■ WORK INSTRUCTION
Without the images, output every record exactly as it appears.

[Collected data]
== Segment start ==

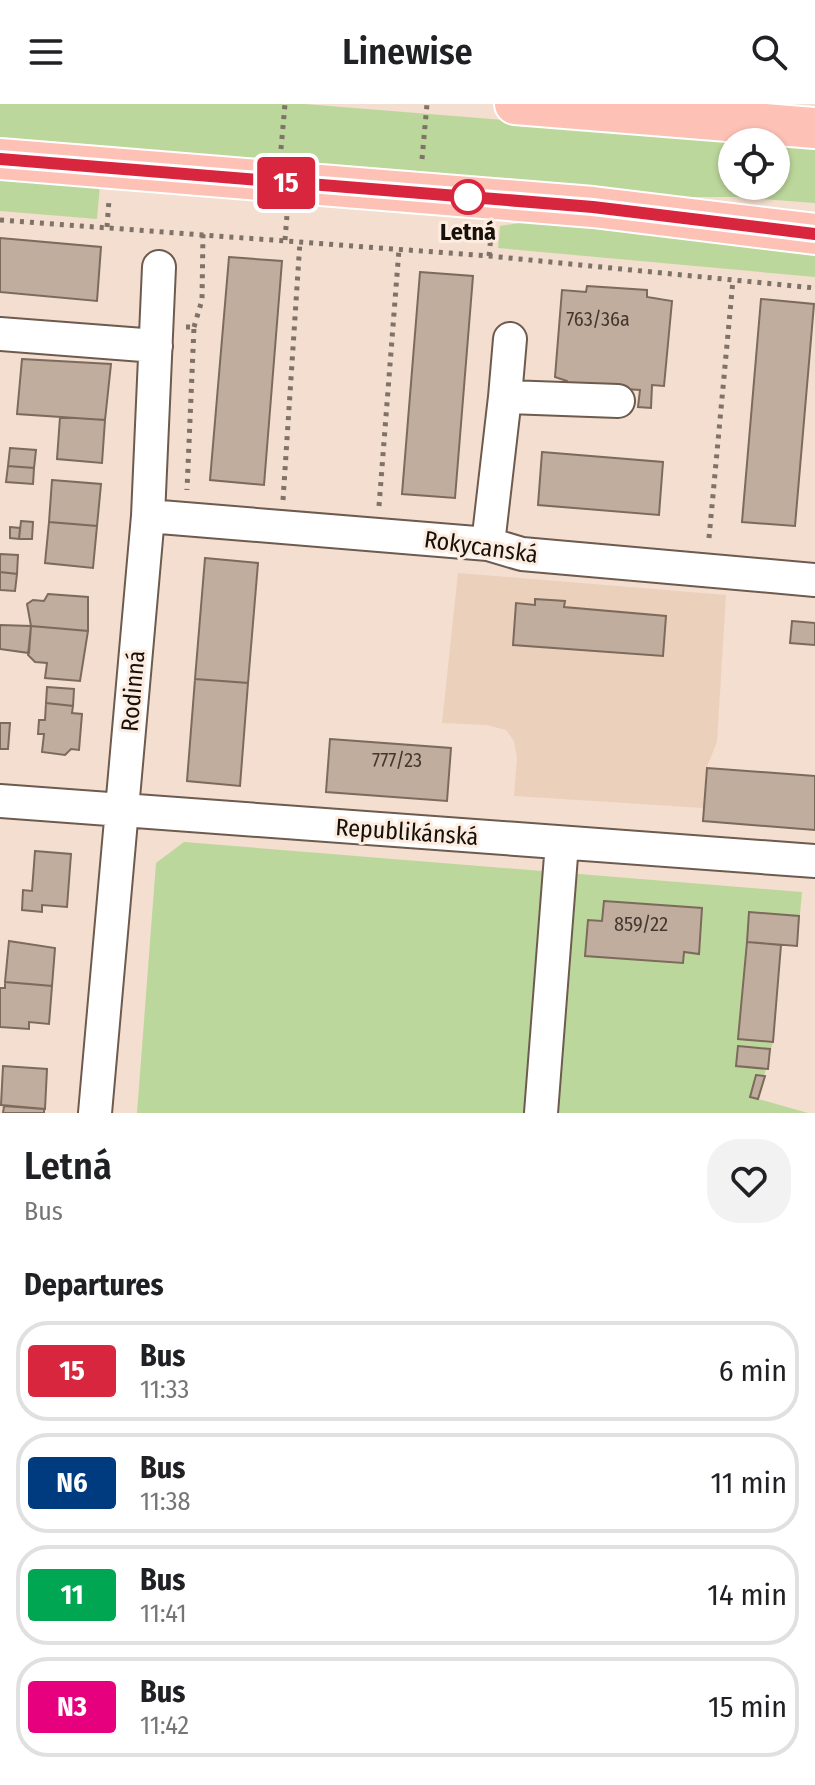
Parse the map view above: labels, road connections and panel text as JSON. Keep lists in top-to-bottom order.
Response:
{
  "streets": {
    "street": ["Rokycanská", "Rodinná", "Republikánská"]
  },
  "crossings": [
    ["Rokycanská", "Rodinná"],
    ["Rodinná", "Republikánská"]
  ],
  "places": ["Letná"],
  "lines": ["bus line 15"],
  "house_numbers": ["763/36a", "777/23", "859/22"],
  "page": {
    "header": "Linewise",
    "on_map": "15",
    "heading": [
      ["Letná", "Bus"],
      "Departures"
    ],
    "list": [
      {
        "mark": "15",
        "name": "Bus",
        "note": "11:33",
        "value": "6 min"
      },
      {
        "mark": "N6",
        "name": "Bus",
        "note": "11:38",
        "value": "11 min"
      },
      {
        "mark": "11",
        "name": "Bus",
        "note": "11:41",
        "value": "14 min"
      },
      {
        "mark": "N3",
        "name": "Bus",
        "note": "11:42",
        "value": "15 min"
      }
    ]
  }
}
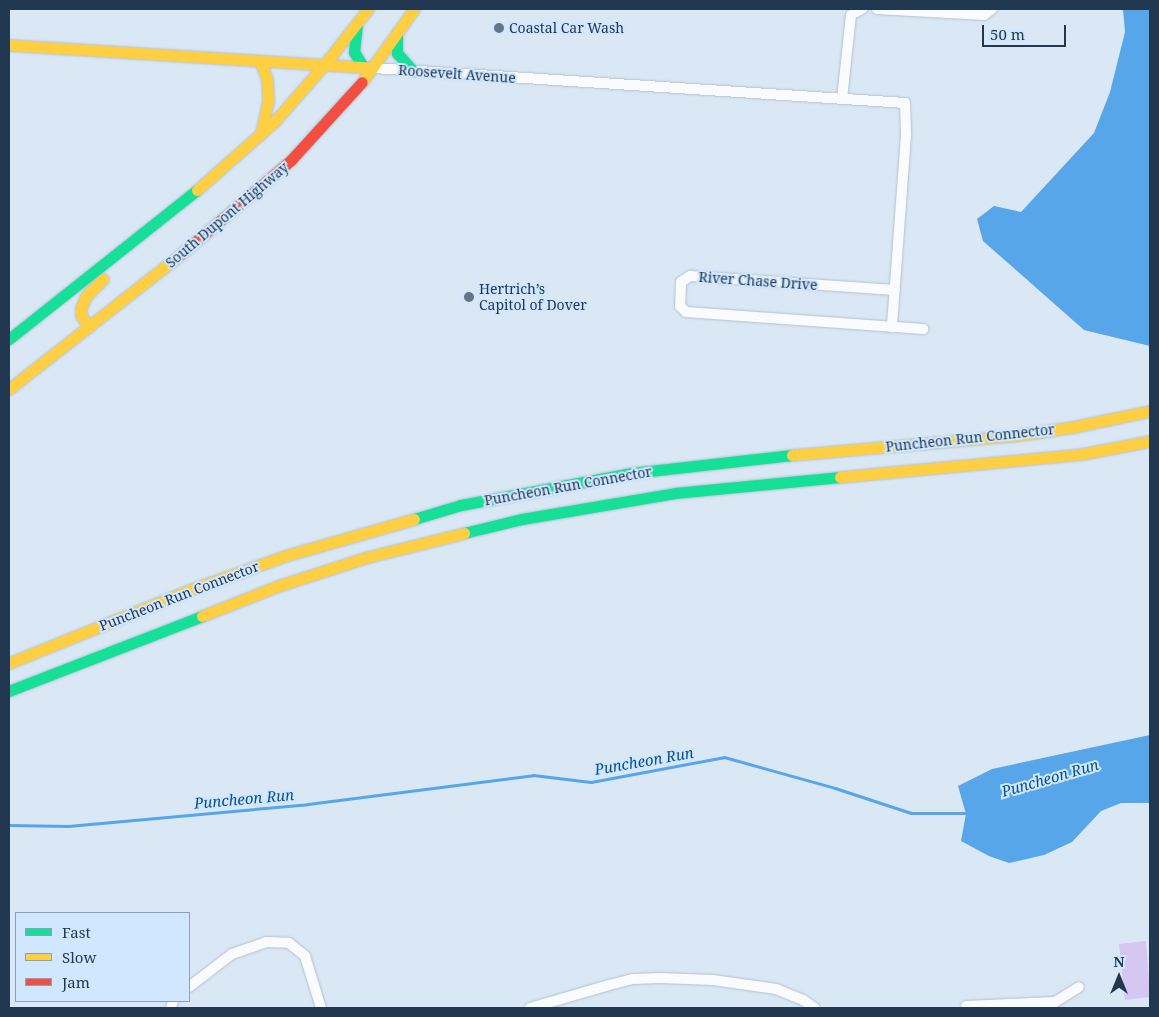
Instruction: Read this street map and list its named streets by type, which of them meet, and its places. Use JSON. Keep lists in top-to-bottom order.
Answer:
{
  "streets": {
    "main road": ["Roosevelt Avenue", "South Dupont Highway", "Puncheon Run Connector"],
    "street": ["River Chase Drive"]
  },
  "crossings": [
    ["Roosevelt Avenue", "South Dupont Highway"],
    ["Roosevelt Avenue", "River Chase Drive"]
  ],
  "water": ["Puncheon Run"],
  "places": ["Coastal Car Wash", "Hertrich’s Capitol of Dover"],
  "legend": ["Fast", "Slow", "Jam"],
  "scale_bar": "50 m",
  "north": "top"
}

== Segment end ==

■ RESPONSE
Parse the map view above: labels, road connections and panel text as JSON. Keep lists in top-to-bottom order.
Response:
{
  "streets": {
    "street": ["Rokycanská", "Rodinná", "Republikánská"]
  },
  "crossings": [
    ["Rokycanská", "Rodinná"],
    ["Rodinná", "Republikánská"]
  ],
  "places": ["Letná"],
  "lines": ["bus line 15"],
  "house_numbers": ["763/36a", "777/23", "859/22"],
  "page": {
    "header": "Linewise",
    "on_map": "15",
    "heading": [
      ["Letná", "Bus"],
      "Departures"
    ],
    "list": [
      {
        "mark": "15",
        "name": "Bus",
        "note": "11:33",
        "value": "6 min"
      },
      {
        "mark": "N6",
        "name": "Bus",
        "note": "11:38",
        "value": "11 min"
      },
      {
        "mark": "11",
        "name": "Bus",
        "note": "11:41",
        "value": "14 min"
      },
      {
        "mark": "N3",
        "name": "Bus",
        "note": "11:42",
        "value": "15 min"
      }
    ]
  }
}
Instruction: Read this street map and list its named streets by type, which of them meet, and its places. Use JSON. Keep lists in top-to-bottom order.
Answer:
{
  "streets": {
    "main road": ["Roosevelt Avenue", "South Dupont Highway", "Puncheon Run Connector"],
    "street": ["River Chase Drive"]
  },
  "crossings": [
    ["Roosevelt Avenue", "South Dupont Highway"],
    ["Roosevelt Avenue", "River Chase Drive"]
  ],
  "water": ["Puncheon Run"],
  "places": ["Coastal Car Wash", "Hertrich’s Capitol of Dover"],
  "legend": ["Fast", "Slow", "Jam"],
  "scale_bar": "50 m",
  "north": "top"
}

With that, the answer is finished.